Although her husband loved to ride and show horses, he was a railroad worker by day and rode at night. Her ingenuity helped changed that, and he became a horse trainer as well as a show rider. Early on, she showed ponies pulling sulky carts.
“She encouraged him to get into training, showing and doing the lessons,” her daughter said.
Mrs. Huffines was the brain behind the business end of the stable, constantly thinking of ways to keep the business thriving. Horses were born on the farm. She engineered a partnership in fox hunting with the Deep Run Hunt Club. She became accredited to teach equitation as therapy to students of the physical education department at Virginia Commonwealth University.
Summer riding camps began in 1966.
“We always had at least 30 girls living with us [at any time] during the summer. She fed them, we did their laundry, taught them arts and crafts, did skits and took them on hayrides,” her daughter said.
After Mrs. Huffines and her husband separated and eventually went their own ways, keeping the stable sustainable became even more important.
Mrs. Huffines, who was dyslexic and had figured out how to overcome that, taught remedial reading to some of her riders with similar issues.
“She had a big heart and would see that children who had special needs were taught to ride — she taught them herself. Whatever she could do to make people’s lives better and feel comfortable, that’s what she did,” her daughter said.
A champion of the underdog, she was “astute, insightful and could read people, see their strengths and weaknesses. She gave others a chance.”
She once sat in the back of the local sheriff’s car while he harshly reprimanded her and threatened her because she was allowing a young biracial couple to live in a horse trailer on her property, her daughter said.
“She stood her ground. The sheriff left our property on amicable terms.” The couple stayed on and worked for her.
She hired children who wanted to ride but couldn’t afford to as camp counselors, so they could earn the privilege of being a part of horse camp.

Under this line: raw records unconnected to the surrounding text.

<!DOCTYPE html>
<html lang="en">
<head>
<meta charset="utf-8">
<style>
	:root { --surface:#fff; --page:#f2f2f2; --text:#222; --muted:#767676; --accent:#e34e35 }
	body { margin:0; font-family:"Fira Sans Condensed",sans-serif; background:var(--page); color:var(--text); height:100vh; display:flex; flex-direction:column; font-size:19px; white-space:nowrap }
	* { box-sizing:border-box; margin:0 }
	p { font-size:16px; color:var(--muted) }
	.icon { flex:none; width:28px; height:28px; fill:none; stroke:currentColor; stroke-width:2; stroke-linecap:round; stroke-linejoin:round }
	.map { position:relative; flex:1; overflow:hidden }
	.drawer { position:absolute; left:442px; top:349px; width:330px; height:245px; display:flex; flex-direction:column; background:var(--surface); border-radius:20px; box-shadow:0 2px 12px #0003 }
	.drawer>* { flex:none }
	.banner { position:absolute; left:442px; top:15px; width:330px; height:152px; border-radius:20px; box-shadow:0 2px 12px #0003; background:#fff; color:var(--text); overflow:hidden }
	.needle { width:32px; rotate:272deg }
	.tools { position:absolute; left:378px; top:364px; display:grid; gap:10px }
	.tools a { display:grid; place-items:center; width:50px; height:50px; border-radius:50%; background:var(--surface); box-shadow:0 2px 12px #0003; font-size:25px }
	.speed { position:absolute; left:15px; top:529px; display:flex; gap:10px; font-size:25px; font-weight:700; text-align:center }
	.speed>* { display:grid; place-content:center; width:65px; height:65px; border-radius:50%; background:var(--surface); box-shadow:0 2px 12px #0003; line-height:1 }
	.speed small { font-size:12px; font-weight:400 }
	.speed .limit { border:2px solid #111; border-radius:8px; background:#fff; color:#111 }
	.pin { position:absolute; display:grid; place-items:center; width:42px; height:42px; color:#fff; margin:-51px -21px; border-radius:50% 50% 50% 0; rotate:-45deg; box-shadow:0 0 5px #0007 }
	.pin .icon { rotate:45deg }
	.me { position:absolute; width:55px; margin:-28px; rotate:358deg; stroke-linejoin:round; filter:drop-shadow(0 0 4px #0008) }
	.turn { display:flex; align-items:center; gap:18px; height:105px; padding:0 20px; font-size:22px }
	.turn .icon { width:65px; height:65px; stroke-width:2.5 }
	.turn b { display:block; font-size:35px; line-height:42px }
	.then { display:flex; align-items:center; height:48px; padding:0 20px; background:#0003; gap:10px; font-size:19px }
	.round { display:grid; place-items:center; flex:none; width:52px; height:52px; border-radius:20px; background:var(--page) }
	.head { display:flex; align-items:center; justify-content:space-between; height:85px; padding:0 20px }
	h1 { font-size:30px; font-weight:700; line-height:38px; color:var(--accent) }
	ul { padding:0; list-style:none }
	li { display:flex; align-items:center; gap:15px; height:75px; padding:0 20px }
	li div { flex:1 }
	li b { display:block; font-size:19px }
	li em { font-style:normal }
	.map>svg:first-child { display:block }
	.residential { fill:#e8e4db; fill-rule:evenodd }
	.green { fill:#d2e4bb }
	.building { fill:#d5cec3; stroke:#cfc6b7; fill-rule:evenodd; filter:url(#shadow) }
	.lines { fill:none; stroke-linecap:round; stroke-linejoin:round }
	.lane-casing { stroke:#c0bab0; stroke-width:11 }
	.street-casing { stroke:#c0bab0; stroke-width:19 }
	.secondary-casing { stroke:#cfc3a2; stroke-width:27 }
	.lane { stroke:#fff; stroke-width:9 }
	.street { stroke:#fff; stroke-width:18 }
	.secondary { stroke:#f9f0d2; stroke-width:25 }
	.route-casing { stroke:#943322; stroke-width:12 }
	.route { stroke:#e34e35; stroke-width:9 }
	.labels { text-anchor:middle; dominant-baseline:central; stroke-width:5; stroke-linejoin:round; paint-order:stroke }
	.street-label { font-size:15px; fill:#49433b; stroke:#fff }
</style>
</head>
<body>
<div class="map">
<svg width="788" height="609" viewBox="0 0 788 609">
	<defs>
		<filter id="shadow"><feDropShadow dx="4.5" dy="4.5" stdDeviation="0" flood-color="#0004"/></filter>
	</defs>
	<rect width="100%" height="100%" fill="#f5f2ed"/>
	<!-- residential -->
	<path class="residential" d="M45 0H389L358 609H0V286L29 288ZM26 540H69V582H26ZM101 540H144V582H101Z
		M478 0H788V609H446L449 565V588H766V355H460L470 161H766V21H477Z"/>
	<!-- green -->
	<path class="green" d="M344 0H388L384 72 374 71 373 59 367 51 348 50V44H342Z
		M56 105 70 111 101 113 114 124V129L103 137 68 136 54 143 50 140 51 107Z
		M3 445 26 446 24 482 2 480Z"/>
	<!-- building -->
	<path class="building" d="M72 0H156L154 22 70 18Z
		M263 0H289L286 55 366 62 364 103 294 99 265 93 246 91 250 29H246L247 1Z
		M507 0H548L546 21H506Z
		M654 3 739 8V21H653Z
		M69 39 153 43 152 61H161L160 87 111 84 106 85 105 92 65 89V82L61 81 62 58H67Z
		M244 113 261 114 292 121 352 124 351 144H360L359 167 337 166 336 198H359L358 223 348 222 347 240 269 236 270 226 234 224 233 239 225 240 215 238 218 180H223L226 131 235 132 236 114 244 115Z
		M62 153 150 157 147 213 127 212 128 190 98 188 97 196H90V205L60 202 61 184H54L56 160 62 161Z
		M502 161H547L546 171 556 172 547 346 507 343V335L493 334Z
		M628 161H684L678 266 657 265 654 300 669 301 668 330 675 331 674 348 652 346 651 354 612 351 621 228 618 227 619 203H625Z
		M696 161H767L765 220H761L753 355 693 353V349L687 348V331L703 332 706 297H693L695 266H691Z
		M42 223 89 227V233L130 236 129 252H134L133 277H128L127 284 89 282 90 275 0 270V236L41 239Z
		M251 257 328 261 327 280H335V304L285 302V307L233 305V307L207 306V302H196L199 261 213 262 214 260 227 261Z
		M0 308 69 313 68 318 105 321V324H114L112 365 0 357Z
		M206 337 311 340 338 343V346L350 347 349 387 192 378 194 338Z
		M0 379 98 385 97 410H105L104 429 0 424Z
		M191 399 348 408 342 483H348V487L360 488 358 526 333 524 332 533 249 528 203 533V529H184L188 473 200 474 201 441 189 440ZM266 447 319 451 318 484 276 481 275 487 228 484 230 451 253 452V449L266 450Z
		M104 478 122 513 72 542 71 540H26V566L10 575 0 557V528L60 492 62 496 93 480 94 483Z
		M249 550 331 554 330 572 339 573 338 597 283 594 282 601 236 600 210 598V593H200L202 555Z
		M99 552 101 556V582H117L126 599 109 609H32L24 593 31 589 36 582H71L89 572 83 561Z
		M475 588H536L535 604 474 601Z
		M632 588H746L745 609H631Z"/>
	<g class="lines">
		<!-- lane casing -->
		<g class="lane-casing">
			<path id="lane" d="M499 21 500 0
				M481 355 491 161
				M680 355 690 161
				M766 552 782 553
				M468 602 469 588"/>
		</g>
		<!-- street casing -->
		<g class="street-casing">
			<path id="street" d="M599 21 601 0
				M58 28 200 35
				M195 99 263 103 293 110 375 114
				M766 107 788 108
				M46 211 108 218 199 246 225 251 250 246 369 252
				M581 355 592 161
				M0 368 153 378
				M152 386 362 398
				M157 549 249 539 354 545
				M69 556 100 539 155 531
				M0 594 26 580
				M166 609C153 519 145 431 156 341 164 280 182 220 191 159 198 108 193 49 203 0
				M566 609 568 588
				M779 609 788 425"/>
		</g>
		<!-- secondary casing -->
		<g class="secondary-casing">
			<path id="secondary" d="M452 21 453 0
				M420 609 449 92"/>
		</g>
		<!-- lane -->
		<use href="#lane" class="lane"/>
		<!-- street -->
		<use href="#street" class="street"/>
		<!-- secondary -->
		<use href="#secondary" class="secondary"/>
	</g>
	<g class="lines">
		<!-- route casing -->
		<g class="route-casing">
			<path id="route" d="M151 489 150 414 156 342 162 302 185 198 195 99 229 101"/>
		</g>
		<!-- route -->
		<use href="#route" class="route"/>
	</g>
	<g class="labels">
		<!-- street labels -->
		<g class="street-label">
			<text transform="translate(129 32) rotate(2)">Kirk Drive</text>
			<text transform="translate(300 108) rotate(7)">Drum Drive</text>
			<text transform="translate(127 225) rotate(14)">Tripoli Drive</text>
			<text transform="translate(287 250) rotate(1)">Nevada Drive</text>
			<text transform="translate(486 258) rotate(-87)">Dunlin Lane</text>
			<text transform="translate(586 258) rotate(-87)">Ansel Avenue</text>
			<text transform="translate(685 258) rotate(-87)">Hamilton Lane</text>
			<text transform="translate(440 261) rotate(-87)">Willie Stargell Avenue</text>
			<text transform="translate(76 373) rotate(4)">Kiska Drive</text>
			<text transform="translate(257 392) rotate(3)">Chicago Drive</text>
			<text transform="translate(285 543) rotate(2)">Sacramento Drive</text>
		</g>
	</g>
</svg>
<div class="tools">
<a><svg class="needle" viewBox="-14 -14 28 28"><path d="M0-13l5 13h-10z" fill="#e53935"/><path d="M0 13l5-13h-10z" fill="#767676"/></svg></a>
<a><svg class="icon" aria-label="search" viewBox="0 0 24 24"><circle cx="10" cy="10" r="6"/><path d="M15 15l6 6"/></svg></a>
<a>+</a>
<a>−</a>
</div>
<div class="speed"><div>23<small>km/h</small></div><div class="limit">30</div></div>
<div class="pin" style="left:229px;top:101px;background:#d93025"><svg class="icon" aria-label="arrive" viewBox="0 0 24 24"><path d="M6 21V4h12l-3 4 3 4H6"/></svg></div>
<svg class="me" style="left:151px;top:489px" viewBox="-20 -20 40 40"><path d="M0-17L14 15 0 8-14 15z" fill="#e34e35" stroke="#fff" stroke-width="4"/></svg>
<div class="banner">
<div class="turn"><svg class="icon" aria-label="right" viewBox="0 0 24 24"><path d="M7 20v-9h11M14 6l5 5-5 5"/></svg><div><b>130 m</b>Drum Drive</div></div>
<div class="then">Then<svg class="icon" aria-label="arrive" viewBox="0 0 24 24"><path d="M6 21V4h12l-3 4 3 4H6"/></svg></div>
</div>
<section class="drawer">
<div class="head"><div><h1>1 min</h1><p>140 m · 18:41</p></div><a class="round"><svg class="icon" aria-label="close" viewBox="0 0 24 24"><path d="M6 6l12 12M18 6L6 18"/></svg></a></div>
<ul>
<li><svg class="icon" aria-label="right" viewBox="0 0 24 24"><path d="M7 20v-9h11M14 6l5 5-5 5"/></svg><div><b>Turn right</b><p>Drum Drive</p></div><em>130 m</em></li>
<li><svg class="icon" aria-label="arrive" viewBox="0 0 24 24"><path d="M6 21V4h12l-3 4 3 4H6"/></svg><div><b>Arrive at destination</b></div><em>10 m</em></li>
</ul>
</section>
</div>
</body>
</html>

Richard “Rick” Landrum was about 14 when he met Mrs. Huffines and wound up hanging around the Gaskins Road stable so much “that I’d be out there until 7 and eating dinner with them.
“She was really understanding,” Landrum said. “She was like a second mother, except she never yelled at you.”
“If I had questions I couldn’t ask my mother, I asked Jackie,” he said. “She was a very caring person. If I was getting into a relationship going sour, she was very sympathetic and would help me get through it.”
“She was part of my life for a long time. She did a tremendous job with her daughters,” he said, “and those she took in and helped. She truly did it from love and caring.”
Ginger Leonardo of Loveland, Colo., who rode for several years at the stable, was Mrs. Huffines’ first sign-up the first year she ran a riding camp.
“I met Jackie when I was 12 years old. I was a little horse-crazy girl,” Leonardo said.
“She was always there if you needed someone to talk to, if you needed advice.”
Their relationship lasted more than 50 years.
“There was always a connection there,” she said. “You always went back to Jackie as much as anything else.”
Mrs. Huffines was preceded in death by her sisters, Linda Harmon and Patricia Clarke.
In addition to her daughter, survivors include two other daughters, Suzanne Edwards of Bowling Green and Tyler Early of Mechanicsville; and 10 grandchildren and five great-grandchildren.